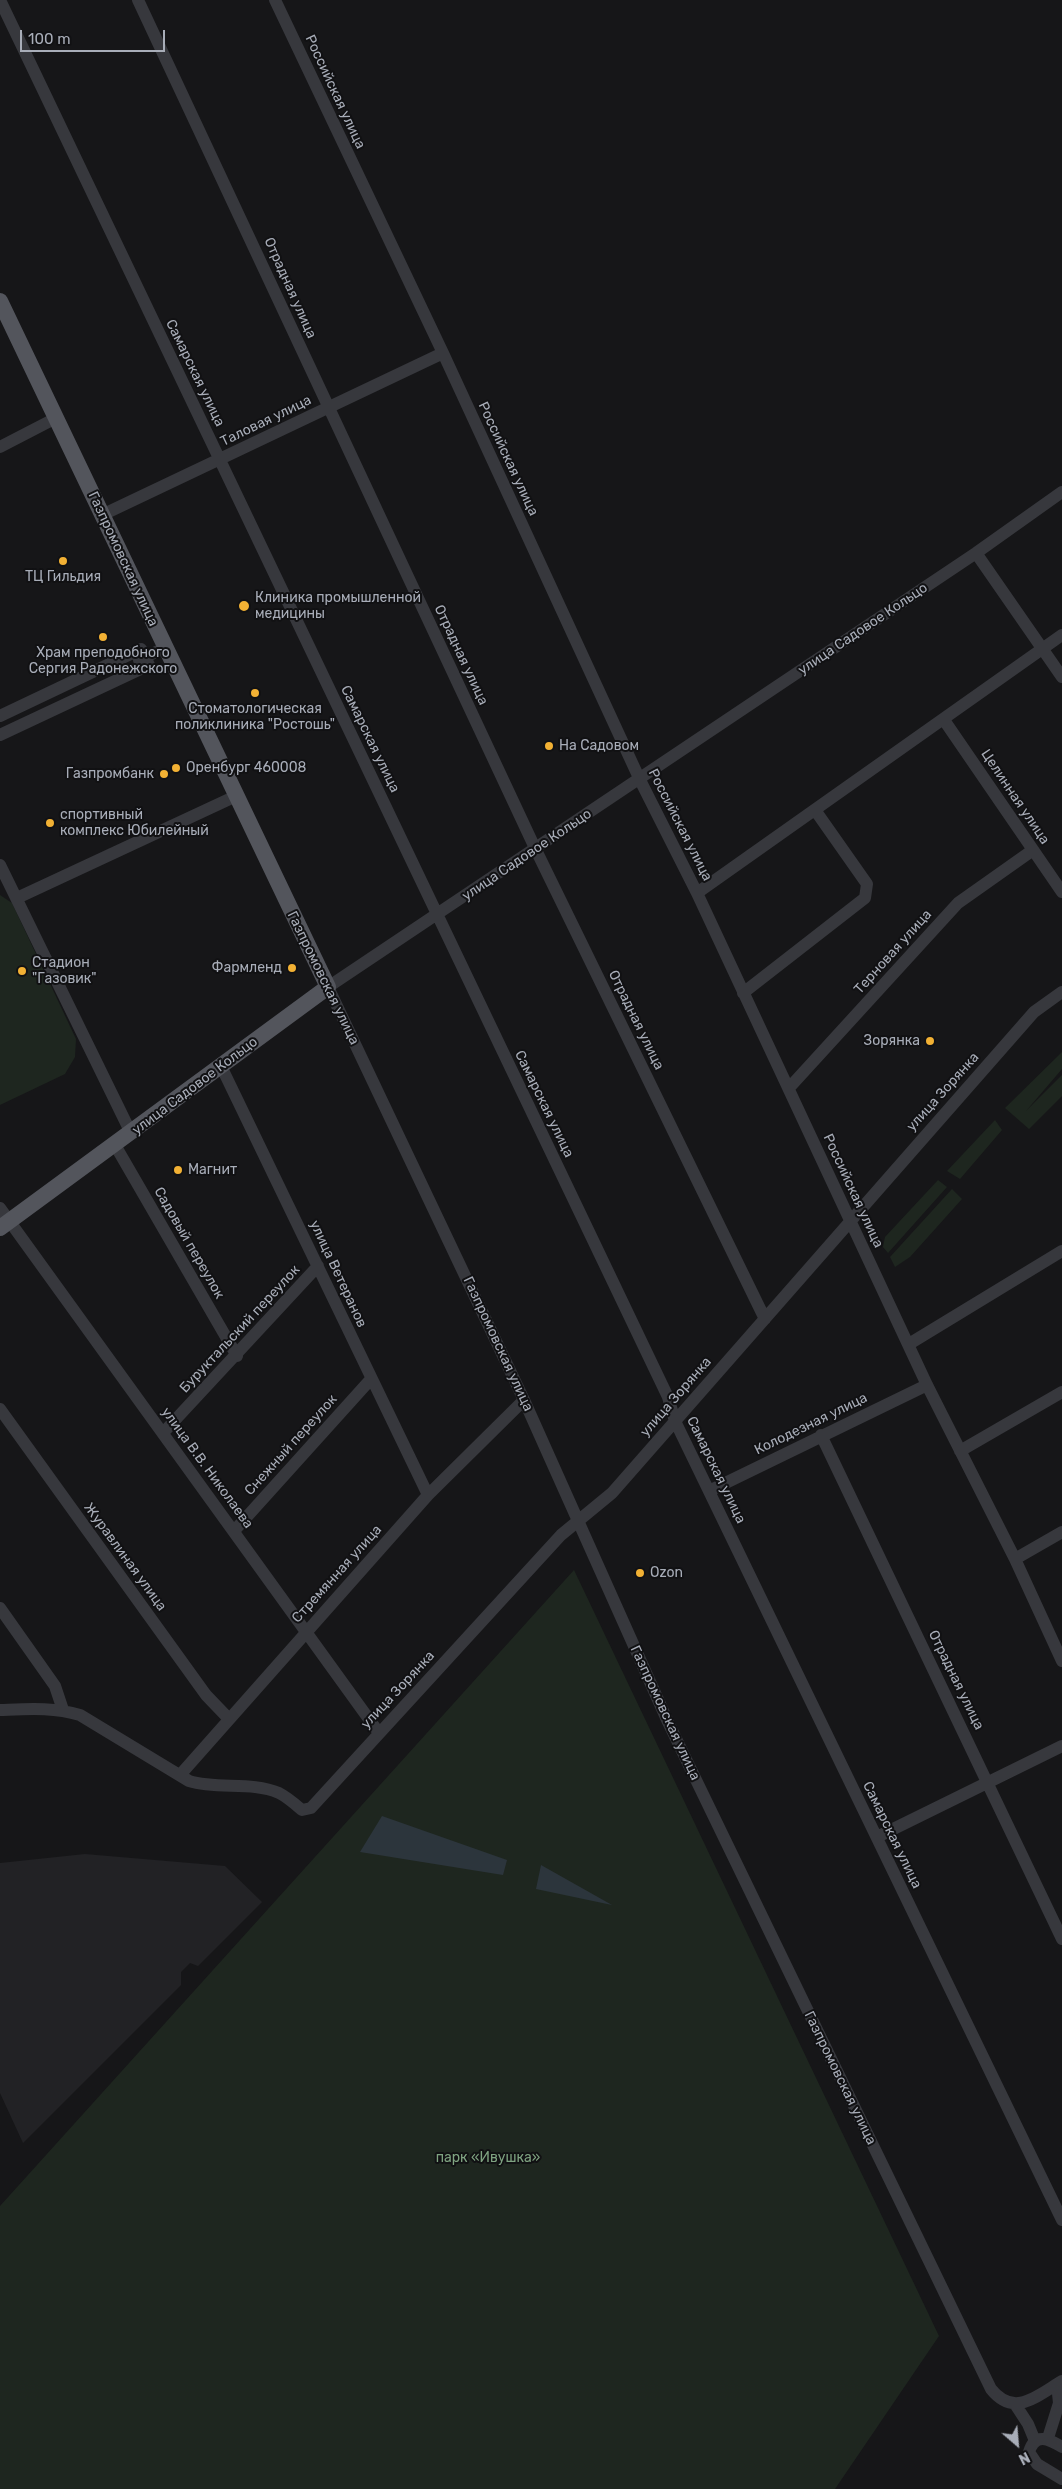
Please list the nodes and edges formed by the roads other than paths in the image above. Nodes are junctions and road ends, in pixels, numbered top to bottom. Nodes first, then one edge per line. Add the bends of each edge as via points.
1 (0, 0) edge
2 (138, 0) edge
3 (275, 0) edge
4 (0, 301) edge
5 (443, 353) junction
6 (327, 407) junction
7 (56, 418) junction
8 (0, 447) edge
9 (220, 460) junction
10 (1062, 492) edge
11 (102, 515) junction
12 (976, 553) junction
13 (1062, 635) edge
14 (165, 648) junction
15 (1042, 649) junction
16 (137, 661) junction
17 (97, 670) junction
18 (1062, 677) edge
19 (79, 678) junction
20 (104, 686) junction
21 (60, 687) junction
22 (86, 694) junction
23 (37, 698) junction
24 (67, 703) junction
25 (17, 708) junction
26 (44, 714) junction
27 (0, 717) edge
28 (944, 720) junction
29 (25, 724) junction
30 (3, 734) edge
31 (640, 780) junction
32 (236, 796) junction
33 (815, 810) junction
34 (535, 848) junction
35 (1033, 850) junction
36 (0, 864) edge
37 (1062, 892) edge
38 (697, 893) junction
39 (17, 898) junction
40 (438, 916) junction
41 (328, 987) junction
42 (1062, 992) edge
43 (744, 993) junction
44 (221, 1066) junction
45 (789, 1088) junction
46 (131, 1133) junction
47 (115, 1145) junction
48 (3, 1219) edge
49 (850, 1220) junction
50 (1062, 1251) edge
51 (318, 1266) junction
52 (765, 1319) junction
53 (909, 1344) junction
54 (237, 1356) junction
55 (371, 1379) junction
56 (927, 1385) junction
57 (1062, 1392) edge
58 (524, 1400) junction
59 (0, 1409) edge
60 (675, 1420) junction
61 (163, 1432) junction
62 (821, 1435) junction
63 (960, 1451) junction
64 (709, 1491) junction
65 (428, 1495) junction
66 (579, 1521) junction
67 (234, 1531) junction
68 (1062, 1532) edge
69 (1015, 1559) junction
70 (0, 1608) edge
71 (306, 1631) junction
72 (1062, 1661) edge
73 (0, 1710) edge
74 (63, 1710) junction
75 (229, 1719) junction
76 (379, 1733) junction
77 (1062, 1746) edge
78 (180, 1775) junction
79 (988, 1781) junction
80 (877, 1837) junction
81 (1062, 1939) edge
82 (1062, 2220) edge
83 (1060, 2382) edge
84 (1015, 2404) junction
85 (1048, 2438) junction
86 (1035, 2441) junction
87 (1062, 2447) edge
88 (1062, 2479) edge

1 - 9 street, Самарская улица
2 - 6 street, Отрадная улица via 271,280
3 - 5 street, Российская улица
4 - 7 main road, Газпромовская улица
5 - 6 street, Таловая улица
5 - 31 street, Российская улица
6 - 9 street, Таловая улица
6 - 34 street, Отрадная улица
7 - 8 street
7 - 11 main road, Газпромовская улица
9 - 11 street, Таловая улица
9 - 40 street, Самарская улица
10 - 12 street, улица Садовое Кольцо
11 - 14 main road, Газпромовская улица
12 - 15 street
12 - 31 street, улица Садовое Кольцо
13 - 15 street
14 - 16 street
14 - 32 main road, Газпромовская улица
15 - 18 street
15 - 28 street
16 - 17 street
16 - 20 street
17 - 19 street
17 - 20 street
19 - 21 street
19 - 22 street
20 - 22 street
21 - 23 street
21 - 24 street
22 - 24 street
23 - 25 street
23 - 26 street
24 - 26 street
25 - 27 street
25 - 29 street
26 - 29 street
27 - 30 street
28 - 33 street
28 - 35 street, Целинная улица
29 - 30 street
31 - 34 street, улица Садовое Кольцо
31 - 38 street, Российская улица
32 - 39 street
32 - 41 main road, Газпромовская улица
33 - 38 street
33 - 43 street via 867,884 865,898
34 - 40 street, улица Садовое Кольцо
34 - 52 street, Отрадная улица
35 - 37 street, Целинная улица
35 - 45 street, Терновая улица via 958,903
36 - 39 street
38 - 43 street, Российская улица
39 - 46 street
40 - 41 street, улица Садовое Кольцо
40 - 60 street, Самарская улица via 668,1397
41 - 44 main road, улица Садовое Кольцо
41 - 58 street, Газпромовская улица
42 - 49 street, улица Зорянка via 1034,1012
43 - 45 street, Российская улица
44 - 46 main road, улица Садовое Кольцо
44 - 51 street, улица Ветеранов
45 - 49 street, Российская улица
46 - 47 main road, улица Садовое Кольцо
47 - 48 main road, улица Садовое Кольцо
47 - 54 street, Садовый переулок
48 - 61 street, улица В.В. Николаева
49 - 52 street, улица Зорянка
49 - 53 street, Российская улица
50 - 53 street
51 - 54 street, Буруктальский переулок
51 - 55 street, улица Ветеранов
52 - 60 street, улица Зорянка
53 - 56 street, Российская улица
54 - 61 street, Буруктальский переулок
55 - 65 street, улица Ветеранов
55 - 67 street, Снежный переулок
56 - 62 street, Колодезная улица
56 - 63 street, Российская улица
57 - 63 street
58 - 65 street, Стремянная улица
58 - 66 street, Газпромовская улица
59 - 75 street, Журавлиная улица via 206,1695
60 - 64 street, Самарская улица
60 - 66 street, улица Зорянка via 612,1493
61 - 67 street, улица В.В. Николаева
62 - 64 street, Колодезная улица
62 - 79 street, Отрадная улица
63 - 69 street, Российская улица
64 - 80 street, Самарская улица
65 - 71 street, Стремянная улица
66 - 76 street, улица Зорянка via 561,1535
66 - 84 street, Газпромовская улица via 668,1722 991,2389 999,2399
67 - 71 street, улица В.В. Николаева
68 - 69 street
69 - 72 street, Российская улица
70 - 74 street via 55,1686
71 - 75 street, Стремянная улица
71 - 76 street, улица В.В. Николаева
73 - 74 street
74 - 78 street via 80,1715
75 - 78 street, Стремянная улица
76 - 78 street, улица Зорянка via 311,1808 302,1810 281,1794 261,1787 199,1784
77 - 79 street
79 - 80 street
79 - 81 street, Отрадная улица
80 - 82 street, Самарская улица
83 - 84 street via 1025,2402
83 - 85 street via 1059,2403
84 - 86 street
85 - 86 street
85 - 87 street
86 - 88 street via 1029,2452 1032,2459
════════════════════
WORK TO BE COMPLETED: An exact printout of the listing is needed, minus any pictures it contains.

SOLUTION FOR THIS PROBLEM:
Please list the nodes and edges formed by the roads other than paths in the image above. Nodes are junctions and road ends, in pixels, numbered top to bottom. Nodes first, then one edge per line. Add the bends of each edge as via points.
1 (0, 0) edge
2 (138, 0) edge
3 (275, 0) edge
4 (0, 301) edge
5 (443, 353) junction
6 (327, 407) junction
7 (56, 418) junction
8 (0, 447) edge
9 (220, 460) junction
10 (1062, 492) edge
11 (102, 515) junction
12 (976, 553) junction
13 (1062, 635) edge
14 (165, 648) junction
15 (1042, 649) junction
16 (137, 661) junction
17 (97, 670) junction
18 (1062, 677) edge
19 (79, 678) junction
20 (104, 686) junction
21 (60, 687) junction
22 (86, 694) junction
23 (37, 698) junction
24 (67, 703) junction
25 (17, 708) junction
26 (44, 714) junction
27 (0, 717) edge
28 (944, 720) junction
29 (25, 724) junction
30 (3, 734) edge
31 (640, 780) junction
32 (236, 796) junction
33 (815, 810) junction
34 (535, 848) junction
35 (1033, 850) junction
36 (0, 864) edge
37 (1062, 892) edge
38 (697, 893) junction
39 (17, 898) junction
40 (438, 916) junction
41 (328, 987) junction
42 (1062, 992) edge
43 (744, 993) junction
44 (221, 1066) junction
45 (789, 1088) junction
46 (131, 1133) junction
47 (115, 1145) junction
48 (3, 1219) edge
49 (850, 1220) junction
50 (1062, 1251) edge
51 (318, 1266) junction
52 (765, 1319) junction
53 (909, 1344) junction
54 (237, 1356) junction
55 (371, 1379) junction
56 (927, 1385) junction
57 (1062, 1392) edge
58 (524, 1400) junction
59 (0, 1409) edge
60 (675, 1420) junction
61 (163, 1432) junction
62 (821, 1435) junction
63 (960, 1451) junction
64 (709, 1491) junction
65 (428, 1495) junction
66 (579, 1521) junction
67 (234, 1531) junction
68 (1062, 1532) edge
69 (1015, 1559) junction
70 (0, 1608) edge
71 (306, 1631) junction
72 (1062, 1661) edge
73 (0, 1710) edge
74 (63, 1710) junction
75 (229, 1719) junction
76 (379, 1733) junction
77 (1062, 1746) edge
78 (180, 1775) junction
79 (988, 1781) junction
80 (877, 1837) junction
81 (1062, 1939) edge
82 (1062, 2220) edge
83 (1060, 2382) edge
84 (1015, 2404) junction
85 (1048, 2438) junction
86 (1035, 2441) junction
87 (1062, 2447) edge
88 (1062, 2479) edge

1 - 9 street, Самарская улица
2 - 6 street, Отрадная улица via 271,280
3 - 5 street, Российская улица
4 - 7 main road, Газпромовская улица
5 - 6 street, Таловая улица
5 - 31 street, Российская улица
6 - 9 street, Таловая улица
6 - 34 street, Отрадная улица
7 - 8 street
7 - 11 main road, Газпромовская улица
9 - 11 street, Таловая улица
9 - 40 street, Самарская улица
10 - 12 street, улица Садовое Кольцо
11 - 14 main road, Газпромовская улица
12 - 15 street
12 - 31 street, улица Садовое Кольцо
13 - 15 street
14 - 16 street
14 - 32 main road, Газпромовская улица
15 - 18 street
15 - 28 street
16 - 17 street
16 - 20 street
17 - 19 street
17 - 20 street
19 - 21 street
19 - 22 street
20 - 22 street
21 - 23 street
21 - 24 street
22 - 24 street
23 - 25 street
23 - 26 street
24 - 26 street
25 - 27 street
25 - 29 street
26 - 29 street
27 - 30 street
28 - 33 street
28 - 35 street, Целинная улица
29 - 30 street
31 - 34 street, улица Садовое Кольцо
31 - 38 street, Российская улица
32 - 39 street
32 - 41 main road, Газпромовская улица
33 - 38 street
33 - 43 street via 867,884 865,898
34 - 40 street, улица Садовое Кольцо
34 - 52 street, Отрадная улица
35 - 37 street, Целинная улица
35 - 45 street, Терновая улица via 958,903
36 - 39 street
38 - 43 street, Российская улица
39 - 46 street
40 - 41 street, улица Садовое Кольцо
40 - 60 street, Самарская улица via 668,1397
41 - 44 main road, улица Садовое Кольцо
41 - 58 street, Газпромовская улица
42 - 49 street, улица Зорянка via 1034,1012
43 - 45 street, Российская улица
44 - 46 main road, улица Садовое Кольцо
44 - 51 street, улица Ветеранов
45 - 49 street, Российская улица
46 - 47 main road, улица Садовое Кольцо
47 - 48 main road, улица Садовое Кольцо
47 - 54 street, Садовый переулок
48 - 61 street, улица В.В. Николаева
49 - 52 street, улица Зорянка
49 - 53 street, Российская улица
50 - 53 street
51 - 54 street, Буруктальский переулок
51 - 55 street, улица Ветеранов
52 - 60 street, улица Зорянка
53 - 56 street, Российская улица
54 - 61 street, Буруктальский переулок
55 - 65 street, улица Ветеранов
55 - 67 street, Снежный переулок
56 - 62 street, Колодезная улица
56 - 63 street, Российская улица
57 - 63 street
58 - 65 street, Стремянная улица
58 - 66 street, Газпромовская улица
59 - 75 street, Журавлиная улица via 206,1695
60 - 64 street, Самарская улица
60 - 66 street, улица Зорянка via 612,1493
61 - 67 street, улица В.В. Николаева
62 - 64 street, Колодезная улица
62 - 79 street, Отрадная улица
63 - 69 street, Российская улица
64 - 80 street, Самарская улица
65 - 71 street, Стремянная улица
66 - 76 street, улица Зорянка via 561,1535
66 - 84 street, Газпромовская улица via 668,1722 991,2389 999,2399
67 - 71 street, улица В.В. Николаева
68 - 69 street
69 - 72 street, Российская улица
70 - 74 street via 55,1686
71 - 75 street, Стремянная улица
71 - 76 street, улица В.В. Николаева
73 - 74 street
74 - 78 street via 80,1715
75 - 78 street, Стремянная улица
76 - 78 street, улица Зорянка via 311,1808 302,1810 281,1794 261,1787 199,1784
77 - 79 street
79 - 80 street
79 - 81 street, Отрадная улица
80 - 82 street, Самарская улица
83 - 84 street via 1025,2402
83 - 85 street via 1059,2403
84 - 86 street
85 - 86 street
85 - 87 street
86 - 88 street via 1029,2452 1032,2459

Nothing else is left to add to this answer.